*WORK TASK*.
Pick every line from the data that holds the word "Yaounde".

RECORDS SHOWN section start

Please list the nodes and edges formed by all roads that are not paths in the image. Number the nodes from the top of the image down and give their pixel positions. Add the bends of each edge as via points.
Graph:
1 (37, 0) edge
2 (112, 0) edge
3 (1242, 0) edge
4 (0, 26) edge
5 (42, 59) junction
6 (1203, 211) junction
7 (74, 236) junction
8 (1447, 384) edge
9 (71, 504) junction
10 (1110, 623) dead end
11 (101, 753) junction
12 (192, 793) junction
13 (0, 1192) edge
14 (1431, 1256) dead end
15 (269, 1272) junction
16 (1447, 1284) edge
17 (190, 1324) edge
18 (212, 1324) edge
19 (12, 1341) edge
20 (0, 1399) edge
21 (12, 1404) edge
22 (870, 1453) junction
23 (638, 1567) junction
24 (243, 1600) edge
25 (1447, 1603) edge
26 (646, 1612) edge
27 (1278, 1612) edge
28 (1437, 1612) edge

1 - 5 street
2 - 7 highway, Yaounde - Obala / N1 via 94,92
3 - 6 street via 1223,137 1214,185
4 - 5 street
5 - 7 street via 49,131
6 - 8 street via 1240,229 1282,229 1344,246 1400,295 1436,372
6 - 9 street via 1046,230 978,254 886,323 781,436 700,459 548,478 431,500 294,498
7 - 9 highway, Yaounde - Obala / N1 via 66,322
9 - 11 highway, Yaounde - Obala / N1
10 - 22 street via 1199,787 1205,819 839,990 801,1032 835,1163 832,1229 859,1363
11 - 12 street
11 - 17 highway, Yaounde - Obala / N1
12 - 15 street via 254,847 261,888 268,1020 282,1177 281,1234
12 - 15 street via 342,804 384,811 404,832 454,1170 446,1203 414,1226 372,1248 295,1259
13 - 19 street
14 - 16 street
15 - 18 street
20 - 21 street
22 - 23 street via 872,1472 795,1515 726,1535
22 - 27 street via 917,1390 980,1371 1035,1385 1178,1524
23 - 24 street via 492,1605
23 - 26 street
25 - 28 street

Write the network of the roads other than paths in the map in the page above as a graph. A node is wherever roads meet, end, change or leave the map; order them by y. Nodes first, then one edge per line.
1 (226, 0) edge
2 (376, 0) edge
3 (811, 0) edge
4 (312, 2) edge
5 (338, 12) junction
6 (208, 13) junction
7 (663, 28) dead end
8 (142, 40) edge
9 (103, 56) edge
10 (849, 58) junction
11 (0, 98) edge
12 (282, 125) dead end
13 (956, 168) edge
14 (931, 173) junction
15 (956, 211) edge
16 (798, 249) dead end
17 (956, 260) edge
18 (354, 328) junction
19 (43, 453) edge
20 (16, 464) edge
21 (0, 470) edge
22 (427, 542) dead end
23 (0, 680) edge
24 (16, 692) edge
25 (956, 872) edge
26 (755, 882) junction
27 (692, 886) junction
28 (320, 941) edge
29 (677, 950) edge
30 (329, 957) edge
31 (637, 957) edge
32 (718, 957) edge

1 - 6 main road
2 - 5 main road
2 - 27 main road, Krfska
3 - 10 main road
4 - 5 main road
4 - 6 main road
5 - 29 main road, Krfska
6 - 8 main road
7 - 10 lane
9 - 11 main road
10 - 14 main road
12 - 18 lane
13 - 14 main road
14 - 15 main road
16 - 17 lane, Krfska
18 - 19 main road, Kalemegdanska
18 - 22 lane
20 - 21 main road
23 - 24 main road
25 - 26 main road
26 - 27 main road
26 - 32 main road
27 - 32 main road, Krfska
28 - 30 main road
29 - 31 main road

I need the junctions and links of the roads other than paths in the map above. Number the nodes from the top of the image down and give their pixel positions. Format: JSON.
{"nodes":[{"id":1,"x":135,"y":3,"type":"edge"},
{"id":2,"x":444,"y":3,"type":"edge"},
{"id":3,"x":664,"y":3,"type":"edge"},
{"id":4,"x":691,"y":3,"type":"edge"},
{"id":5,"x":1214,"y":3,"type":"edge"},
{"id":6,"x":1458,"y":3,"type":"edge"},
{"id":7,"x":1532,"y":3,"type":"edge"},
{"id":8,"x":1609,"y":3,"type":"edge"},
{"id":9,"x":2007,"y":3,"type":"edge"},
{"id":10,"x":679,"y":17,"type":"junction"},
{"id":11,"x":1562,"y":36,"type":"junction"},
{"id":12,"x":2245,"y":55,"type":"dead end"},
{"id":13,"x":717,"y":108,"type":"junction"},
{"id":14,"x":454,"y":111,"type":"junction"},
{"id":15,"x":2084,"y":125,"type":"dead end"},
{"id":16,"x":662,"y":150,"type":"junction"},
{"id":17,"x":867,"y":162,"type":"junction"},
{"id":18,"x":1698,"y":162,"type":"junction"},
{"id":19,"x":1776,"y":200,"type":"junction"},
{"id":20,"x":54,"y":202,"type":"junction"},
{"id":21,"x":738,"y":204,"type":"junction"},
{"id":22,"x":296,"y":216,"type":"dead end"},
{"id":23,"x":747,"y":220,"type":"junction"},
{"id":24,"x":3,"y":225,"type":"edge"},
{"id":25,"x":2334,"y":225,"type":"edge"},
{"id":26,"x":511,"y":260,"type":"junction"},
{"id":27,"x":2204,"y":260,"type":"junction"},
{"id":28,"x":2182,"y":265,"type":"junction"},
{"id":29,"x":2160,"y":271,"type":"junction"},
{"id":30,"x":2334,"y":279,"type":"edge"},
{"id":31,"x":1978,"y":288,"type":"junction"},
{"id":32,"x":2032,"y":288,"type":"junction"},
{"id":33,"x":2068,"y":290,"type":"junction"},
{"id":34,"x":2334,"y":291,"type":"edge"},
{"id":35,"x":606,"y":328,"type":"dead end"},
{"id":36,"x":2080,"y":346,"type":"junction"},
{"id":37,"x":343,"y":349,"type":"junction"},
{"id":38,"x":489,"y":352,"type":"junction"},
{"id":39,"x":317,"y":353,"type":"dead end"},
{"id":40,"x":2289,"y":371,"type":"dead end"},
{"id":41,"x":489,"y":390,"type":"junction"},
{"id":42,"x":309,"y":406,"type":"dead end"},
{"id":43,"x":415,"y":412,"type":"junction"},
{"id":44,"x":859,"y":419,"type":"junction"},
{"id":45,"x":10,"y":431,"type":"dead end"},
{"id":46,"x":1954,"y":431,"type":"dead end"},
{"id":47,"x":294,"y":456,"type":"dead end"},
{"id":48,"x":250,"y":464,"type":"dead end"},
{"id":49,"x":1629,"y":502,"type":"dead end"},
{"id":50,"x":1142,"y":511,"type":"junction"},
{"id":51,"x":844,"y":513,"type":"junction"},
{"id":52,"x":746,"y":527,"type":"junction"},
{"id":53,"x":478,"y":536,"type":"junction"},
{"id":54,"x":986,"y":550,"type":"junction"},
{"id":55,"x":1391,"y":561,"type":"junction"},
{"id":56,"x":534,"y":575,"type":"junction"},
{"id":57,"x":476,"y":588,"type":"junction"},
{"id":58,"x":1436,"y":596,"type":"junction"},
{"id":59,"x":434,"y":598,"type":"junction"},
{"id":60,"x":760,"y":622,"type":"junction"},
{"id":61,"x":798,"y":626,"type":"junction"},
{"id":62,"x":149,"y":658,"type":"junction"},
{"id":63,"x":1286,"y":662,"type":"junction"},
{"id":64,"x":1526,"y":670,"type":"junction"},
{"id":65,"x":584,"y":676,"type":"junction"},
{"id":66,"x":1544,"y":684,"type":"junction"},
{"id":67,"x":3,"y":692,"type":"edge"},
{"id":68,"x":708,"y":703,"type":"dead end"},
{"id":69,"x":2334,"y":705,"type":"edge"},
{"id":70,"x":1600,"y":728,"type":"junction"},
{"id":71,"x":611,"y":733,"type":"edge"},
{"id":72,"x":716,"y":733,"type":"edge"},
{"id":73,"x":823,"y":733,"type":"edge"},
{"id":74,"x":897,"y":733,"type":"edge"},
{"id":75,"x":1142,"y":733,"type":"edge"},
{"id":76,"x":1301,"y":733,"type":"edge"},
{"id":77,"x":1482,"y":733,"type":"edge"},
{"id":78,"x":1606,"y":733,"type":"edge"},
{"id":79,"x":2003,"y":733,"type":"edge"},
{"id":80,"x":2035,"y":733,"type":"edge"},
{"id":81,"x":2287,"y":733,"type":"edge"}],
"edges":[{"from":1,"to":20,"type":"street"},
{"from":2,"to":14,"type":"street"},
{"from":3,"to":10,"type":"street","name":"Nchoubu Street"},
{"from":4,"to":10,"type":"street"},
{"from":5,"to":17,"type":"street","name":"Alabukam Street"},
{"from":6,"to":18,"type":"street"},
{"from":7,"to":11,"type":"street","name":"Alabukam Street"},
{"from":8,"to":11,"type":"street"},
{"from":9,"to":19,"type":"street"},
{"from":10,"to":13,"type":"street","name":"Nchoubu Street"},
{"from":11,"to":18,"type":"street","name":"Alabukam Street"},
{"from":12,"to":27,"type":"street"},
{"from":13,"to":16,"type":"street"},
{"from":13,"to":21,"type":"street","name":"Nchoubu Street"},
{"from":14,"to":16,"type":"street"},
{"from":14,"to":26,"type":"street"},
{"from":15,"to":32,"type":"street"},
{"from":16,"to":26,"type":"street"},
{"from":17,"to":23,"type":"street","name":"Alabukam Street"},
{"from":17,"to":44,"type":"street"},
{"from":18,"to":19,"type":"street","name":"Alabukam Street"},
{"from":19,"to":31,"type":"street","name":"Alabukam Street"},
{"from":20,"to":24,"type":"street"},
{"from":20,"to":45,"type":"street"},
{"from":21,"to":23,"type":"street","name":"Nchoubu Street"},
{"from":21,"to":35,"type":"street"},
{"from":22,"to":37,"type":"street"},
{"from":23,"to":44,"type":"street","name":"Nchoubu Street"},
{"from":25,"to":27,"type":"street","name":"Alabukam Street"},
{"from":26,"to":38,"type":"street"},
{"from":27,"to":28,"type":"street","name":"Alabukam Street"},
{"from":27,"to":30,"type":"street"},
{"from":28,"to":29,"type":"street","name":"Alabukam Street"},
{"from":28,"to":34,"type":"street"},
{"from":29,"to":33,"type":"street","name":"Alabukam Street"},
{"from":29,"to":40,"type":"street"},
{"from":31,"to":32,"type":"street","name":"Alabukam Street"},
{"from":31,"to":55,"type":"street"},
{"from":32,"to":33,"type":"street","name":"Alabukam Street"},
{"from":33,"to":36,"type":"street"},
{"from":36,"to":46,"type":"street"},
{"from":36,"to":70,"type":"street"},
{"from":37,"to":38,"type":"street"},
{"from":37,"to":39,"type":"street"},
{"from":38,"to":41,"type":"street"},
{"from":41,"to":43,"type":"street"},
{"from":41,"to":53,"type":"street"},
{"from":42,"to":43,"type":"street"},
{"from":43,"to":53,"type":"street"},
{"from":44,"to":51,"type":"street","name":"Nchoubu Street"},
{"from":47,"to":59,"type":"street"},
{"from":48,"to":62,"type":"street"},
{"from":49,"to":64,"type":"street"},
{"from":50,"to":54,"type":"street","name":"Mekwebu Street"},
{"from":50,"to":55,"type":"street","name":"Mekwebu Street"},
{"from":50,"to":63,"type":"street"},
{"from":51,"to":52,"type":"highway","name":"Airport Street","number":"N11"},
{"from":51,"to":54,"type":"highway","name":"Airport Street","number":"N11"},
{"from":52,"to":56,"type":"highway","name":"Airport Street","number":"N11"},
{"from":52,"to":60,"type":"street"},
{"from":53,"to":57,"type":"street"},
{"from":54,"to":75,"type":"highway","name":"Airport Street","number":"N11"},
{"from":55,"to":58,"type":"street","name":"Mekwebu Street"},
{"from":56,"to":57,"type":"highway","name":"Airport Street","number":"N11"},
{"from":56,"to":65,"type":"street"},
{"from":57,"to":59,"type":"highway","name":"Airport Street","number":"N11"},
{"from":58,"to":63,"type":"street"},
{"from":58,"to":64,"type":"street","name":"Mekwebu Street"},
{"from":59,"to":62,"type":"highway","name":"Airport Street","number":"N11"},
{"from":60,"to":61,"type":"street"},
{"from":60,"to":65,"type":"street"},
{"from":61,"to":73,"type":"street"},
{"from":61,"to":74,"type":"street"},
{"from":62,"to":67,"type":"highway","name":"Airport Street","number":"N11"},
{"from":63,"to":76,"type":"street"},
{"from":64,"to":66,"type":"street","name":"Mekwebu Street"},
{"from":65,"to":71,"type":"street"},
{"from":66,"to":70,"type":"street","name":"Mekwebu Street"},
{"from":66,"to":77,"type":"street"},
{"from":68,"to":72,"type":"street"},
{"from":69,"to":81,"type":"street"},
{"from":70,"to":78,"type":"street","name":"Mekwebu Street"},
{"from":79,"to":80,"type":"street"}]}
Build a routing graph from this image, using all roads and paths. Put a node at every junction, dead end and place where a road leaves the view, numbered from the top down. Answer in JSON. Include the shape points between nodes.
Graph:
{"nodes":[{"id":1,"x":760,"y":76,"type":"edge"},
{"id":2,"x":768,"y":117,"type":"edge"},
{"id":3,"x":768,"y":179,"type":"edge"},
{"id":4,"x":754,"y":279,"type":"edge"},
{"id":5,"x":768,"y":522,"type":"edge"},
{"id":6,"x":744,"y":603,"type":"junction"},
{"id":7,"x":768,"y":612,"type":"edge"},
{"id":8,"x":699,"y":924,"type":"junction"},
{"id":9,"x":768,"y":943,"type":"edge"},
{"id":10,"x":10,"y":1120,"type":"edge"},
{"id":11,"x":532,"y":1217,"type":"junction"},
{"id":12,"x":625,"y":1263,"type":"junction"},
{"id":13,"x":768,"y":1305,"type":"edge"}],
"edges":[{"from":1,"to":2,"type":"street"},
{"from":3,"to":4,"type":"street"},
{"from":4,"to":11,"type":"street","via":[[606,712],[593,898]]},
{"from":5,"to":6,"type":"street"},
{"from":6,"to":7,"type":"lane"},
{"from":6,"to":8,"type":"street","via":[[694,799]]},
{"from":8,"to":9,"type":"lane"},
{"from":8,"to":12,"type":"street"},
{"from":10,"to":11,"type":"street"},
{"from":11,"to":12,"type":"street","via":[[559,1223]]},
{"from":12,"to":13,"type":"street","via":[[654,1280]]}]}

RECORDS SHOWN section end

*EXERCISE RESULT*.
2 - 7 highway, Yaounde - Obala / N1 via 94,92
7 - 9 highway, Yaounde - Obala / N1 via 66,322
9 - 11 highway, Yaounde - Obala / N1
11 - 17 highway, Yaounde - Obala / N1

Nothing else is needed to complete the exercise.